EXERCISE DESCRIPTION: From the entries that follow, copy each line containing the word "white".

═══ MATERIAL TO PROCESS

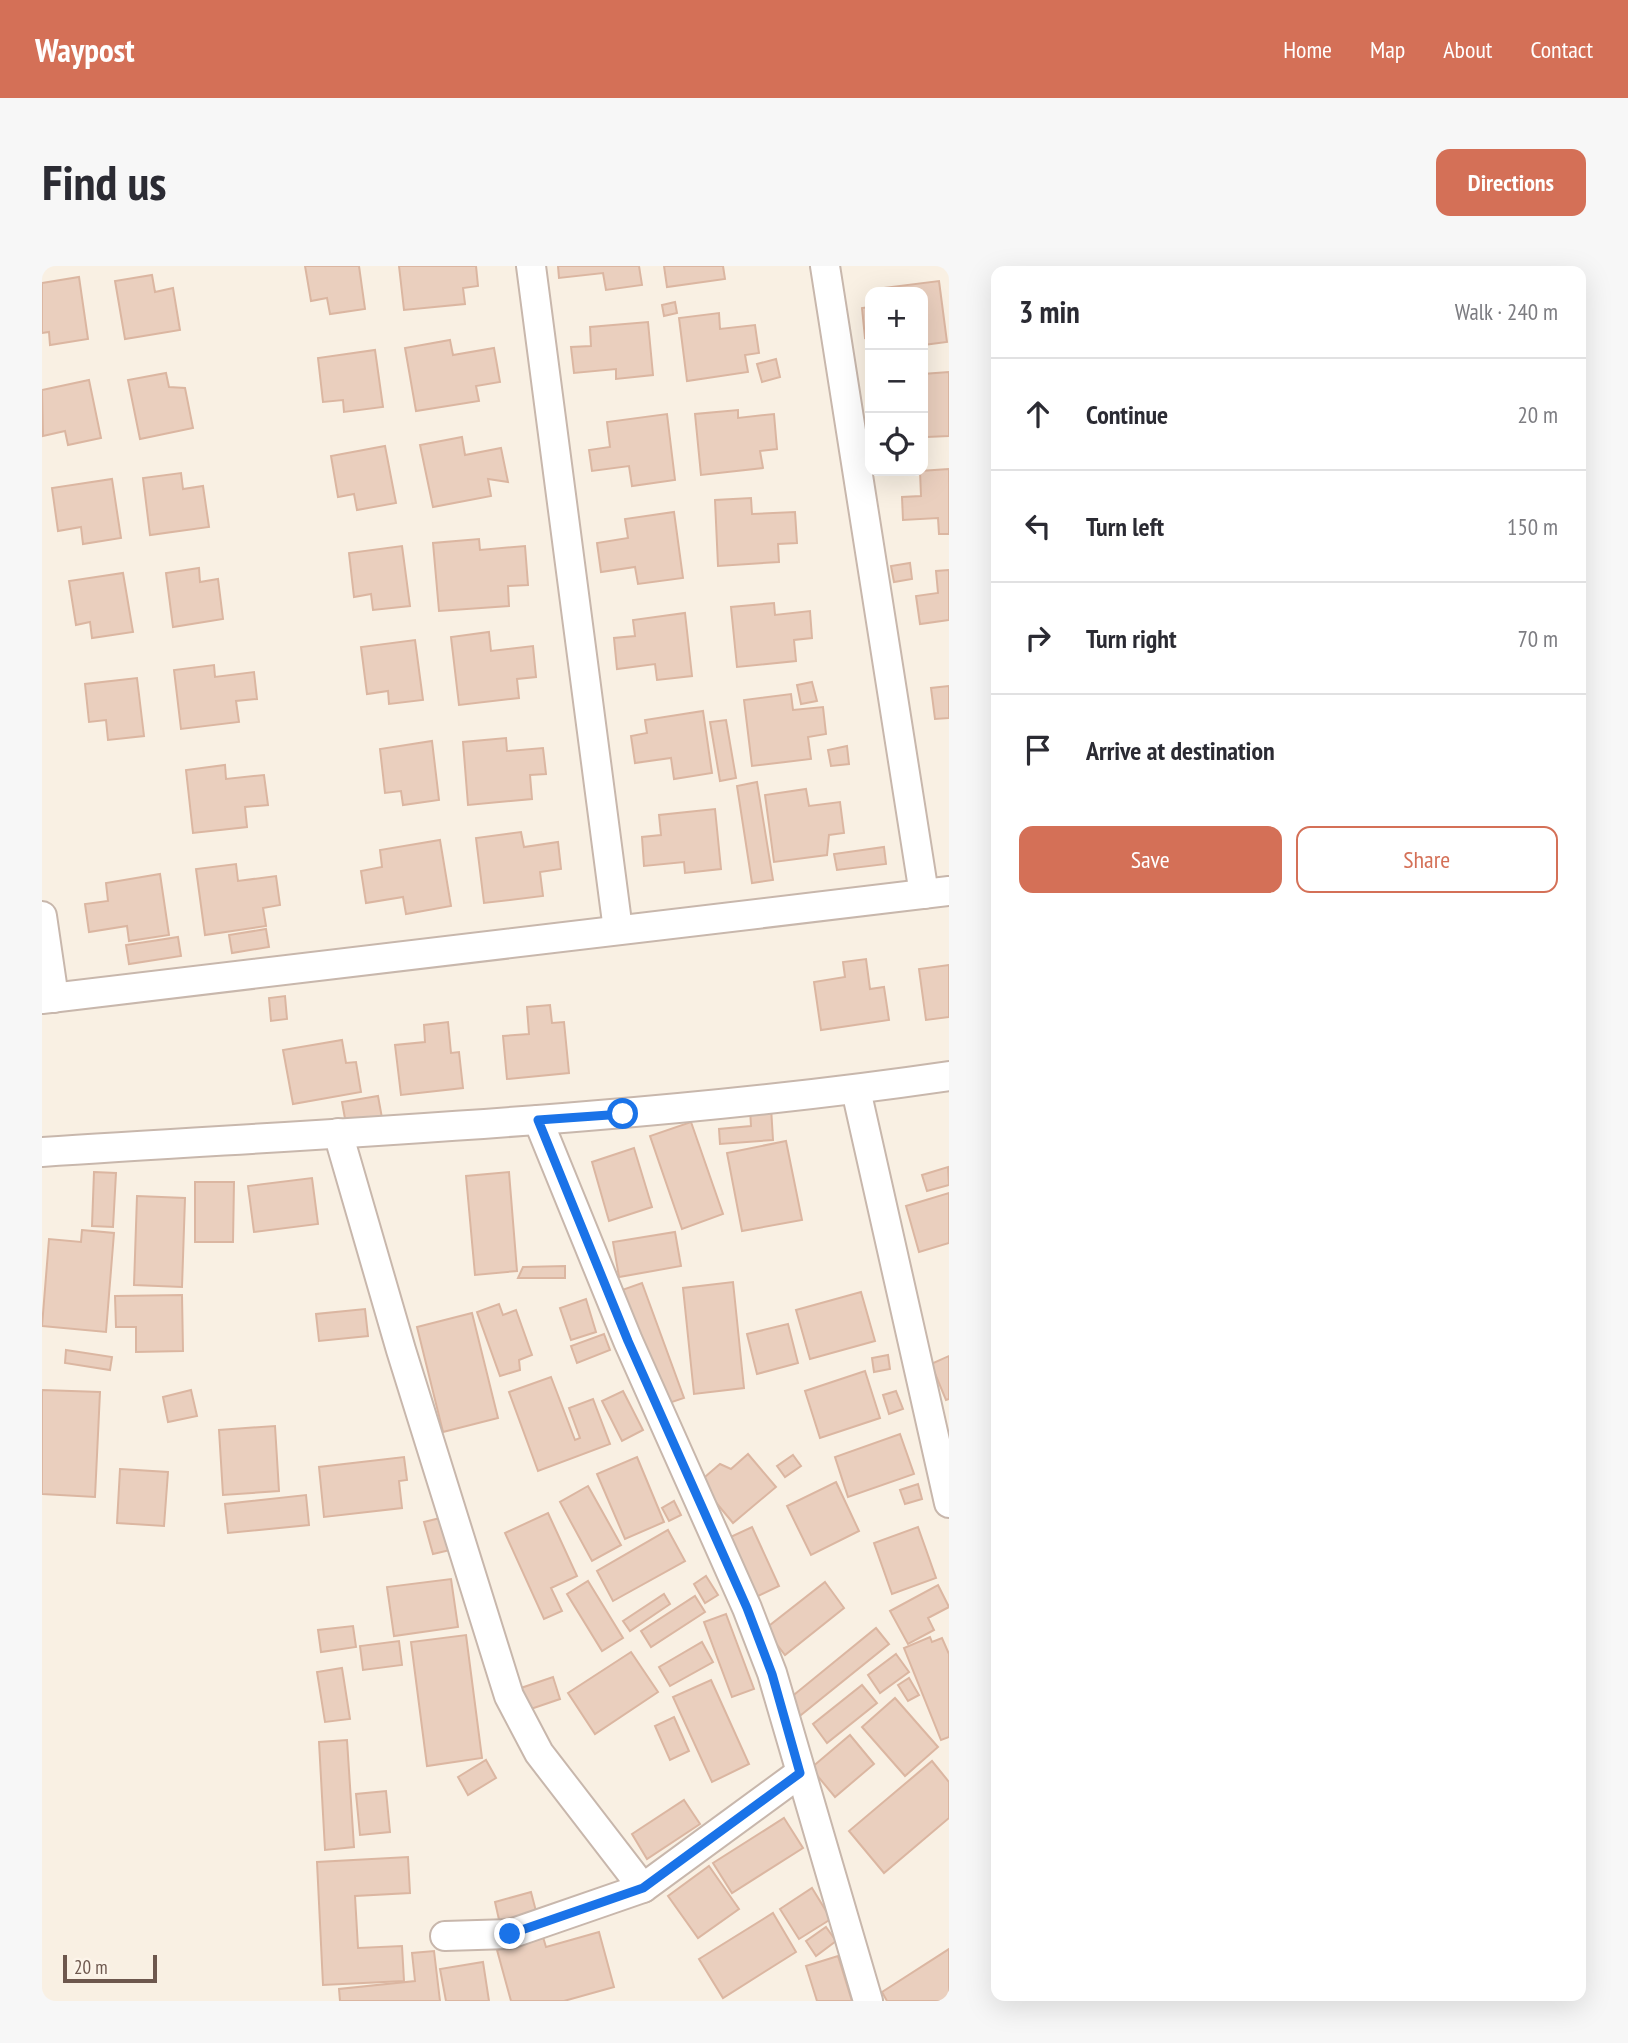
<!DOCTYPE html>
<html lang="en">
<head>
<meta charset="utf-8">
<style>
	:root { --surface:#fff; --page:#f7f7f7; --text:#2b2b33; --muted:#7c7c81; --line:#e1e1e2; --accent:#d47057 }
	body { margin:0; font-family:"PT Sans Narrow",sans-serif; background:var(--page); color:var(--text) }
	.controls { position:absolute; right:21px; top:21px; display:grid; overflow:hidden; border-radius:14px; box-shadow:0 7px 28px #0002 }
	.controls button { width:63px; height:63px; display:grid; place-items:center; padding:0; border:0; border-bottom:2px solid var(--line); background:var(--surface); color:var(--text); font:35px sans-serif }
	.scale { position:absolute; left:21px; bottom:18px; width:94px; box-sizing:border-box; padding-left:7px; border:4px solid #6d574d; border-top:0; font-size:19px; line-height:24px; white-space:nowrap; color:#6d574d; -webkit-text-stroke:5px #fcf4e9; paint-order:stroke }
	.stop { position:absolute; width:21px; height:21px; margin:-16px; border:5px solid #1a73e8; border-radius:50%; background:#fff }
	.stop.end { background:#1a73e8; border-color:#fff; box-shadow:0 2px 7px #0008 }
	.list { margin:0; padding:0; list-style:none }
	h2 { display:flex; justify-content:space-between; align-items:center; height:91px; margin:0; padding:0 28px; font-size:30px }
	h2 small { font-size:23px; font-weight:400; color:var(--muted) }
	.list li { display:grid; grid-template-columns:46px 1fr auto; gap:21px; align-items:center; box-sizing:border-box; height:112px; padding:0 28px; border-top:2px solid var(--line) }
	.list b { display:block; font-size:26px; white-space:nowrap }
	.list em { font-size:23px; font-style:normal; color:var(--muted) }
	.actions { display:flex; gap:14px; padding:21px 28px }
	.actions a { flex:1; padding:16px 0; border:2px solid var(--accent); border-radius:14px; text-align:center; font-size:24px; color:var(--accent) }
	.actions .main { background:var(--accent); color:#fff }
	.icon { flex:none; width:38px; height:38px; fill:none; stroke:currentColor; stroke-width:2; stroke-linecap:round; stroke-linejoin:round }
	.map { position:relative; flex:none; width:907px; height:1735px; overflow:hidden; border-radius:14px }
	header { display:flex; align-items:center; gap:42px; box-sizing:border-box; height:98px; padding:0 35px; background:var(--accent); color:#fff }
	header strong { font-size:33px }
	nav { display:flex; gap:38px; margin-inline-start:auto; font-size:24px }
	.intro { display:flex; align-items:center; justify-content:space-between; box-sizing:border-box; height:168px; padding:0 42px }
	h1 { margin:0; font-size:49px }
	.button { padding:18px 32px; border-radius:14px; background:var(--accent); color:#fff; font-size:24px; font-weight:700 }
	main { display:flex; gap:42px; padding:0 42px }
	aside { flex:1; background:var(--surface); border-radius:14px; box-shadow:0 7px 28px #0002 }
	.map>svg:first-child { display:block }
</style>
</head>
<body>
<header>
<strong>Waypost</strong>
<nav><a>Home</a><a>Map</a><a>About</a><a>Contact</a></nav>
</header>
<div class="intro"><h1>Find us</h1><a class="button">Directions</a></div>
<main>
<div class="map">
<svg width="907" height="1735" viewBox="0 0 907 1735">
	<rect width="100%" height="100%" fill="#f9f0e3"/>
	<g fill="#eacfbe" stroke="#dbb6a1" stroke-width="2">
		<polygon points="263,0 317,0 323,43 288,48 285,32 269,35"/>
		<polygon points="357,0 434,0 436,20 421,22 423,38 362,44"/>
		<polygon points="516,0 597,0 600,19 564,24 561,7 517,12"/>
		<polygon points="622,0 681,0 683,13 625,21"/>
		<polygon points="110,9 113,26 131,22 138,64 83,73 73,15"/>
		<polygon points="37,11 46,73 8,79 7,66 0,67 0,17"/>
		<polygon points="897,15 905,76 881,79 881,26 842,26 841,22"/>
		<polygon points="633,36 635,47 622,50 620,39"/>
		<polygon points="828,41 828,71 823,72 820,42"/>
		<polygon points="677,47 678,63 713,59 717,87 703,89 706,106 645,115 637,52"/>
		<polygon points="606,56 611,109 574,113 574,103 532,107 529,81 549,80 548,61"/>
		<polygon points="408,74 411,89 452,82 458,116 434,120 437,135 374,145 363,82"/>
		<polygon points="333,84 341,141 302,146 301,134 281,136 276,92"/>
		<polygon points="734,93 738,111 720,116 715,98"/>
		<polygon points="907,106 907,170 885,171 884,156 881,156 881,108"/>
		<polygon points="124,107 127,121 143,122 151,162 98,173 86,114"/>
		<polygon points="47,114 59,172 26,179 23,165 1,170 0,124"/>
		<polygon points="696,144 696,152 732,148 735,183 718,185 721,202 659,209 653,148"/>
		<polygon points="625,148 633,214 590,220 587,200 550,205 547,184 568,181 565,156"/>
		<polygon points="420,171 423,189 459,182 466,216 446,213 449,230 391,241 378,179"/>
		<polygon points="343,180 354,237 315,244 312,228 296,231 289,190"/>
		<polygon points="907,203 907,268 897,268 896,252 861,254 860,231 879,230 878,205"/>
		<polygon points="139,207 141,223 161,220 167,261 108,269 101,212"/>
		<polygon points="70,213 79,272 41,278 39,261 16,265 10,222"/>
		<polygon points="709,232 710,248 753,246 755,277 736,278 737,296 676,300 673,234"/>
		<polygon points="632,246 641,312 596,318 593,301 559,306 555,277 586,272 583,253"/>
		<polygon points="437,273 438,284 483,280 486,319 466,320 467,340 397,345 391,277"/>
		<polygon points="360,280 368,340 331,344 329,328 312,331 307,287"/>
		<polygon points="868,297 870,313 852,316 849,300"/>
		<polygon points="157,302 158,316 176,313 181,353 131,361 124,307"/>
		<polygon points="907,304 907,354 878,358 874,330 896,327 894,305"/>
		<polygon points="81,307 91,366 50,372 48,356 34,359 27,315"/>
		<polygon points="732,337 733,349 768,345 770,372 752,374 754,395 695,401 689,341"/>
		<polygon points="643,347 650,410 615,414 613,398 575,403 572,372 593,370 591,354"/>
		<polygon points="447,366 449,385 491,380 494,411 475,413 477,432 417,439 409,371"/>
		<polygon points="373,374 381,434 347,438 346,425 325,428 319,381"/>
		<polygon points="172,399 173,411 212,406 215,433 194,435 197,456 139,463 132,404"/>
		<polygon points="95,412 102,470 66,474 64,454 47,456 43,418"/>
		<polygon points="770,416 775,435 759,438 755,419"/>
		<polygon points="907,420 907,452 893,453 889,422"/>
		<polygon points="749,428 751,444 781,441 784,468 766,471 769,493 710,500 702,434"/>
		<polygon points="661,445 670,507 632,513 629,492 593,497 589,470 605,467 603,454"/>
		<polygon points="684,454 694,512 678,515 668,456"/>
		<polygon points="464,472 465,485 501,482 504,508 488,509 490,533 426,539 421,476"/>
		<polygon points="390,475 397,534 361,539 359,525 343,527 338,483"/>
		<polygon points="805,480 807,498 789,500 786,484"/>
		<polygon points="183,499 184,513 222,509 226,539 203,541 205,561 151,567 144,504"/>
		<polygon points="715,516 731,614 710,617 695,520"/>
		<polygon points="764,523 767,540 798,536 802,567 787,569 785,589 732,596 723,529"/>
		<polygon points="673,543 679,603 643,607 642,596 602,600 600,571 619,569 617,549"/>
		<polygon points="479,566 482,581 516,576 519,603 498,606 501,630 442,637 434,572"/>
		<polygon points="398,574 409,640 364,648 361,631 324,637 319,605 340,601 338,584"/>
		<polygon points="842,581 844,598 795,604 792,588"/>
		<polygon points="194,598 196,615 234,610 238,639 221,642 224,660 163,669 154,603"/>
		<polygon points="118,608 127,669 87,675 85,660 47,666 43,638 66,635 64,617"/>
		<polygon points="224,663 227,681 190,687 187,669"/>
		<polygon points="136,671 139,690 87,698 84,679"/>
		<polygon points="824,693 828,723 842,721 847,754 779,764 772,716 803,711 801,696"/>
		<polygon points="907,699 907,751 884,754 877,703"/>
		<polygon points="243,730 245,753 229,755 227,732"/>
		<polygon points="508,739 510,757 522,756 527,807 465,813 461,770 487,768 485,741"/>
		<polygon points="406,756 409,787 417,786 421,822 359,829 353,779 383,776 382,759"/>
		<polygon points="300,774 304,797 314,796 319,826 251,838 241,784"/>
		<polygon points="336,830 340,852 304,858 300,836"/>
		<polygon points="729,841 731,874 678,878 677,863 709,860 708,843"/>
		<polygon points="649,856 681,948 640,963 608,870"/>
		<polygon points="744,875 760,954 700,965 685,887"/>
		<polygon points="592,882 610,941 567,955 550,896"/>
		<polygon points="906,901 907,919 885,925 880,909"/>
		<polygon points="52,906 74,907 71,961 50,960"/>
		<polygon points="467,906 475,1005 433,1009 424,910"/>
		<polygon points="270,912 276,958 212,966 206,920"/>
		<polygon points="153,916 192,916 191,976 153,976"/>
		<polygon points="907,927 907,977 877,986 864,940"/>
		<polygon points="95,930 143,932 140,1021 92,1019"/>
		<polygon points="40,964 72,967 64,1066 0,1060 7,973 39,976"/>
		<polygon points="633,966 639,1000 577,1011 571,976"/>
		<polygon points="523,1000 523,1012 476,1012 481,1001"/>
		<polygon points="691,1016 702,1122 652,1128 641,1022"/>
		<polygon points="600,1017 642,1132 621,1139 580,1024"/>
		<polygon points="819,1026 833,1075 768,1093 754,1044"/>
		<polygon points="140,1029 141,1085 94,1086 94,1061 74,1061 73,1030"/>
		<polygon points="544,1033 554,1066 529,1074 518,1042"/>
		<polygon points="457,1038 461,1049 474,1044 490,1089 477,1094 478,1104 458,1110 435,1046"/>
		<polygon points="323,1043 326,1070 277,1075 274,1048"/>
		<polygon points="430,1047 456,1152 401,1166 375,1061"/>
		<polygon points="746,1058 756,1097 715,1108 705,1068"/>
		<polygon points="562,1068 568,1084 535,1097 529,1080"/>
		<polygon points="24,1084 70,1091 68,1104 23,1097"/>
		<polygon points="846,1089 848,1103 832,1106 830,1092"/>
		<polygon points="907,1090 907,1133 904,1134 889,1098"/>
		<polygon points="823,1105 838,1152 778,1172 763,1125"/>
		<polygon points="509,1111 533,1174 538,1172 527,1142 551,1133 568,1178 496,1205 467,1126"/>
		<polygon points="0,1124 58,1126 53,1231 0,1228"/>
		<polygon points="149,1124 155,1150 126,1156 121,1131"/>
		<polygon points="581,1125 601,1164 580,1175 560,1135"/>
		<polygon points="854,1125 861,1143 847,1148 841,1129"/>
		<polygon points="233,1160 237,1225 181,1229 177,1164"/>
		<polygon points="858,1168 872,1208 806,1231 793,1191"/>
		<polygon points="706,1188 734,1221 691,1257 657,1216 678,1198 689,1203"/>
		<polygon points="751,1189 759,1200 743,1211 735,1200"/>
		<polygon points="362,1191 365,1214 357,1215 360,1242 282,1251 277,1201"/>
		<polygon points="595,1191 622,1256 583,1273 555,1208"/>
		<polygon points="78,1203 126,1206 122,1260 75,1257"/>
		<polygon points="794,1216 817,1265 769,1289 745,1240"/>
		<polygon points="876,1218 880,1233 863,1238 858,1224"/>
		<polygon points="546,1220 579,1279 550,1295 518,1236"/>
		<polygon points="264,1229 267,1259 186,1267 183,1238"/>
		<polygon points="632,1235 639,1249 627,1255 620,1242"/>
		<polygon points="506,1247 535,1310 509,1322 520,1345 502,1353 463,1267"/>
		<polygon points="398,1252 408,1284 391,1288 382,1256"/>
		<polygon points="710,1261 737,1320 710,1333 682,1274"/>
		<polygon points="876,1261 894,1312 850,1328 832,1277"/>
		<polygon points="626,1264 643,1295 571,1335 555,1305"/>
		<polygon points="664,1310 676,1329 663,1337 652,1318"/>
		<polygon points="409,1313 416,1361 352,1370 345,1321"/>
		<polygon points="546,1315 581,1372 560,1385 525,1328"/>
		<polygon points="783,1316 802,1342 743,1389 723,1363"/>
		<polygon points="896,1319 907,1341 886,1352 892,1364 866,1378 848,1345"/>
		<polygon points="622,1328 628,1338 588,1365 581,1355"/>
		<polygon points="653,1330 663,1346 609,1381 599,1365"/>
		<polygon points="684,1348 712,1423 690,1431 662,1356"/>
		<polygon points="311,1360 314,1381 279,1386 276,1364"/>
		<polygon points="834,1362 847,1378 754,1453 748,1432"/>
		<polygon points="424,1369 440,1492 385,1500 369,1376"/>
		<polygon points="888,1371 890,1376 900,1372 907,1388 907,1471 899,1474 862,1382"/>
		<polygon points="357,1375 360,1399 321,1404 318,1380"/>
		<polygon points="660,1376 671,1396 628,1420 617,1401"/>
		<polygon points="589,1386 616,1426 553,1468 526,1427"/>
		<polygon points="854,1388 867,1406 838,1427 826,1409"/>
		<polygon points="300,1402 308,1453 283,1456 275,1406"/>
		<polygon points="511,1411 518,1433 483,1445 476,1423"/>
		<polygon points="867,1412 877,1429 866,1435 856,1419"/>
		<polygon points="669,1414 707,1498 670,1516 631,1431"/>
		<polygon points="820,1419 835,1437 785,1477 771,1458"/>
		<polygon points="853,1432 896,1481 863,1510 820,1461"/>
		<polygon points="632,1451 647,1485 628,1494 613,1460"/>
		<polygon points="808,1469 832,1498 793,1531 769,1502"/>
		<polygon points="305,1474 312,1581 283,1584 277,1476"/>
		<polygon points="444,1494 454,1512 426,1529 416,1511"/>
		<polygon points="890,1495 907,1516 907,1552 842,1607 807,1565"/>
		<polygon points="344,1525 348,1566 318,1569 314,1528"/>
		<polygon points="642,1534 658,1558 605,1593 590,1568"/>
		<polygon points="742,1552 761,1582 690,1627 671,1597"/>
		<polygon points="366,1591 368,1627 313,1630 316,1682 360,1680 362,1715 281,1719 275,1596"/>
		<polygon points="667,1600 697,1643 656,1672 626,1630"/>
		<polygon points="770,1622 789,1653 757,1673 738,1643"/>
		<polygon points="489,1626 495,1649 458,1658 453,1636"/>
		<polygon points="731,1647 754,1686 681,1732 657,1693"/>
		<polygon points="784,1661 794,1675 774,1690 764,1675"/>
		<polygon points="557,1666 572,1721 522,1735 469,1735 455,1684 501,1671 504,1681"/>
		<polygon points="907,1683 907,1735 845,1735 840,1726"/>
		<polygon points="392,1685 398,1735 298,1735 297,1723 373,1715 370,1687"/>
		<polygon points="796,1690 810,1735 775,1735 764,1700"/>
		<polygon points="441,1696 447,1735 404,1735 398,1703"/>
	</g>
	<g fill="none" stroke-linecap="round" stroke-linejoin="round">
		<defs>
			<g id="street">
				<polyline points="489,0 576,664"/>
				<polyline points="783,0 882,628"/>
				<polyline points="0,650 12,732"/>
				<polyline points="0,733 907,625"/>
				<polyline points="814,824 907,1237"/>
				<polyline points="496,854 586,1075 705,1342 730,1407 826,1735"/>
				<polyline points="296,867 359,1084 467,1430 497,1487 601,1622 758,1507"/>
				<path d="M0,886C303,866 607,854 907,810"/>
				<polyline points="403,1670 468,1668 601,1622"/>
			</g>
		</defs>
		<use href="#street" stroke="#c8b7ac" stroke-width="32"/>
		<use href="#street" stroke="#fff" stroke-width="28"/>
	</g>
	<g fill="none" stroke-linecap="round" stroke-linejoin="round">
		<polyline stroke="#1a73e8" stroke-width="9" points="468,1668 601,1622 758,1507 730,1408 705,1342 586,1075 496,854 581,848"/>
	</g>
</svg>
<div class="controls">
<button>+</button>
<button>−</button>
<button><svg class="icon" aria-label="locate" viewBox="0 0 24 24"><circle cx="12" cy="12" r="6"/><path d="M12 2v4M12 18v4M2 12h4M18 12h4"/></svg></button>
</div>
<div class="scale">20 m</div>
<div class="stop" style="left:581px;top:848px"></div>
<div class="stop end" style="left:468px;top:1668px"></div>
</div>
<aside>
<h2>3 min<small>Walk · 240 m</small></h2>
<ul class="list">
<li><svg class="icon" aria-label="ahead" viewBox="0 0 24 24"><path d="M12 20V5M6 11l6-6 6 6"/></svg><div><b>Continue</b></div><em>20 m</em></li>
<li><svg class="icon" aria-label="left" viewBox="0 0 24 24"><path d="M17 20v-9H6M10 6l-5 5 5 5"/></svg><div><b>Turn left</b></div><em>150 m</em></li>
<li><svg class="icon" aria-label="right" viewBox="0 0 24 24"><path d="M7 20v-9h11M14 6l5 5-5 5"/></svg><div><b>Turn right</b></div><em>70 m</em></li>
<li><svg class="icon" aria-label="arrive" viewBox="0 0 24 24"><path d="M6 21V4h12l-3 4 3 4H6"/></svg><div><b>Arrive at destination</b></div></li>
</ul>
<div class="actions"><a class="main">Save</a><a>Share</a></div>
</aside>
</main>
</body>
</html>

══════

SOLUTION TO THE EXERCISE:
	.scale { position:absolute; left:21px; bottom:18px; width:94px; box-sizing:border-box; padding-left:7px; border:4px solid #6d574d; border-top:0; font-size:19px; line-height:24px; white-space:nowrap; color:#6d574d; -webkit-text-stroke:5px #fcf4e9; paint-order:stroke }
	.list b { display:block; font-size:26px; white-space:nowrap }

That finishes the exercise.